京城同华驿县之间还有好几十里路,其中便是一些大大小小的村落,河口是其中一个。近两年收成不好,村子里面也便不景气,这才有了外出上工的风潮。
两人到了河口,钟灵毓下马打听了一圈,才问清了那工头现下在哪。
村民道:“怕是不巧,那陈壮也不知怎么了,这些日子发了一笔横财,竟还娶了两个妾,眼下估计是在宅子里厮混呢!二位往前走就是了,尽头那户最富贵的宅子,便是那陈家。”
钟灵毓道了声谢,便同沈檀舟一同往前走。
沈檀舟小声道:“大家都说你不善言辞,面似阎罗,可我方才看你询问那婶子时,分明是会笑的。”
“那你有没有听见那婶子说些什么?”钟灵毓淡道。
沈檀舟眉头微皱:“说些什么?”
钟灵毓略微抬脚,猛地踩在他的金履靴上,疼得他神情扭曲,连跳了好几步,嗷嗷乱叫。
“大人!”
她冷笑:“下次若是再神游,我就先踩断你的脖子。”
沈檀舟兀自觉着脖子发凉,只能尬笑一声,一瘸一拐地跟着她往前走。
及至陈家,两人敲了好大一会门,才看见里面钻出来一个肥头大耳的男子,他一见着钟灵毓,扭头就想跑。
钟灵毓一把钳制住他,反将他摁在墙上:“跑什么?”
那陈壮勉强挤出来一丝笑:“我看二,二位气宇轩昂,定,定然是来历不凡,有些像先前抓我的官爷——我,我真的不知道那些人缘何失踪啊!大人明鉴啊!!!”

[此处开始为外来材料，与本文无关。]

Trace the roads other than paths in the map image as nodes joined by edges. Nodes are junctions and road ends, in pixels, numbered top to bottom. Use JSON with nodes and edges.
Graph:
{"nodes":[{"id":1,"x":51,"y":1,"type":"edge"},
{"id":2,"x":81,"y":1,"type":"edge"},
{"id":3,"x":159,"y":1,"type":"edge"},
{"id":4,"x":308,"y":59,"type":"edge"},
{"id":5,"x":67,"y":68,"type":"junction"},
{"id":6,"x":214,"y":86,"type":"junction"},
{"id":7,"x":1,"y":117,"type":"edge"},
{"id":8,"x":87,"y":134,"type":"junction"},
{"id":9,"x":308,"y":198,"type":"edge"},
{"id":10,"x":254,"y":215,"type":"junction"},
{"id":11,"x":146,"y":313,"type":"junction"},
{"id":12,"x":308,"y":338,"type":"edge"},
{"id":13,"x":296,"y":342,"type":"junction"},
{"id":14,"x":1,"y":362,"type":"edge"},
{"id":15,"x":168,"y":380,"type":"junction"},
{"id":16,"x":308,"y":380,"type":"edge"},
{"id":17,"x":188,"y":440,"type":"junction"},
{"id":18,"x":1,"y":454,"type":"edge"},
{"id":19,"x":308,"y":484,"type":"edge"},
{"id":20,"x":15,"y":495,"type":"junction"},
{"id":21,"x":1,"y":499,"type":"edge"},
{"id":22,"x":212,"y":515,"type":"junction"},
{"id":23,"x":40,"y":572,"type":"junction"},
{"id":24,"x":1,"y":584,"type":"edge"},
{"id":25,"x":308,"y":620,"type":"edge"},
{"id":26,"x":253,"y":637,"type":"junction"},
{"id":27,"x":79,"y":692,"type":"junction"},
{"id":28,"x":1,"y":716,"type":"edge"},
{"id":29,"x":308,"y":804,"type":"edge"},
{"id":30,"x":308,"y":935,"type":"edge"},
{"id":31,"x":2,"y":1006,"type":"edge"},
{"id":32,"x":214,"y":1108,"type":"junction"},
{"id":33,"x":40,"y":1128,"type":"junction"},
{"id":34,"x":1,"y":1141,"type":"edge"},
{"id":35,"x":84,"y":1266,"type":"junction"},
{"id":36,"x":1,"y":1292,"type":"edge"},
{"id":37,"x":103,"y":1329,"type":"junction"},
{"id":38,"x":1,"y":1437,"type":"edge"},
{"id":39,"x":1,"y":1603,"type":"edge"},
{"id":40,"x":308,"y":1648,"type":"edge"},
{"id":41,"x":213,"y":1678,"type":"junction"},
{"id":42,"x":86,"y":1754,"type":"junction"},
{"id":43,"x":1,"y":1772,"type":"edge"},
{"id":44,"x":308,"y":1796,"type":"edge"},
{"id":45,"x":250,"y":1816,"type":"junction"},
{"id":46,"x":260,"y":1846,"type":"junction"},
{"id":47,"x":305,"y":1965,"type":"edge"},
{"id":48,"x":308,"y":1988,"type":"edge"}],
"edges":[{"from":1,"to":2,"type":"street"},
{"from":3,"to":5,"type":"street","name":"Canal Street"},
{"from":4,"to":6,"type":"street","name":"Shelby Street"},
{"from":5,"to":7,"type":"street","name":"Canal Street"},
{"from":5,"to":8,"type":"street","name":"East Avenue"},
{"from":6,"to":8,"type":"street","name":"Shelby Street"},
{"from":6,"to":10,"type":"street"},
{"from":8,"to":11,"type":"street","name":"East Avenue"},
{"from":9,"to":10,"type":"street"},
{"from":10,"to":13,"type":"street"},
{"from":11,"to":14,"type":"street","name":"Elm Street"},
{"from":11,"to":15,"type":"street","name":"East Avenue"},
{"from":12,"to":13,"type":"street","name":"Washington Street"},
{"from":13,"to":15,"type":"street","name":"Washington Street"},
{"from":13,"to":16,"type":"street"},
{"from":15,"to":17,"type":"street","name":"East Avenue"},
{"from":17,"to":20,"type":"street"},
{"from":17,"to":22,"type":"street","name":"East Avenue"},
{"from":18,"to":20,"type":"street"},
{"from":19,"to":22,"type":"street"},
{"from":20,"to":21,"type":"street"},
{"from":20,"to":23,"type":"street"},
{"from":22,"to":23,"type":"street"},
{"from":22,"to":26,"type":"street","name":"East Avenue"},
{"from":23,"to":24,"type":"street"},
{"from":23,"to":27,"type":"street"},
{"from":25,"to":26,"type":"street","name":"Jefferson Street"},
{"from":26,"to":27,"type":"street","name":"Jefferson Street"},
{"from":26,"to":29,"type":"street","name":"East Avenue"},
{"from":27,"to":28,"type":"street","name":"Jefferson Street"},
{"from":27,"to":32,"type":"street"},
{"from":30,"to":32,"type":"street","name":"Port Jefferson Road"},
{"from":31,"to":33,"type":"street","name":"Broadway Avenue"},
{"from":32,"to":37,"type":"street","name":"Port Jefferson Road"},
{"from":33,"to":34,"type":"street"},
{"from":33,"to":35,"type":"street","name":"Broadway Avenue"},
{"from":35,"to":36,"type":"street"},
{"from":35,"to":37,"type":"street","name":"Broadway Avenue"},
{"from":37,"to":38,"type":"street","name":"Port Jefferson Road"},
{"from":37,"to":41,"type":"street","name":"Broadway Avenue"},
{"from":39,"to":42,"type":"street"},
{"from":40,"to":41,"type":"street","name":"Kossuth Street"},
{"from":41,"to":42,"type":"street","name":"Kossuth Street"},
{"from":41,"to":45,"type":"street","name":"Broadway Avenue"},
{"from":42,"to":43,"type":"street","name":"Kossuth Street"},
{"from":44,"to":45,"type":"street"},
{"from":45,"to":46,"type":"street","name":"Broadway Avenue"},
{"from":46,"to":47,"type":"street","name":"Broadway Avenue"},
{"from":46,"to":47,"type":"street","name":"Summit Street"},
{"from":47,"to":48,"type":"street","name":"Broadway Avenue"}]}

见他哀嚎了好几声,沈檀舟只得上前:“那我问你,你这宅子如何盖的?我可是听说,你是近来才发了一笔横财的。”
陈壮结结巴巴地道:“这,这是我们陈家的传家宝,我,我把他当了,自然,自然就有钱了。”
“当了?”钟灵毓皱眉,手下力气重了点:“当到哪了?”
“就,京城里的胡氏当铺,还能有哪?”
胡氏当铺?
钟灵毓心下一沉:“当的是什么东西?当了多少金?当票拿出来。”
陈壮支支吾吾地:“那东西,我也没想着要赎回来,谁还有当票啊,早就丢了。当的,也就是一块玉佩,上面还有些花纹,像是个如来佛,左右两边还有鱼纹......当了....约莫五百两银子。”
事已至此,钟灵毓只能再去当铺走一趟。
“你将他押回大理寺。”
甩开陈壮,钟灵毓看向沈檀舟。
沈檀舟哪里不知道她想支开他,手一拍,钟灵毓就看见大老远出现一个黑衣人。
腰悬金令,傅天青是也。
“殿下,有何吩咐?”
“将他带回大理寺。”
“........”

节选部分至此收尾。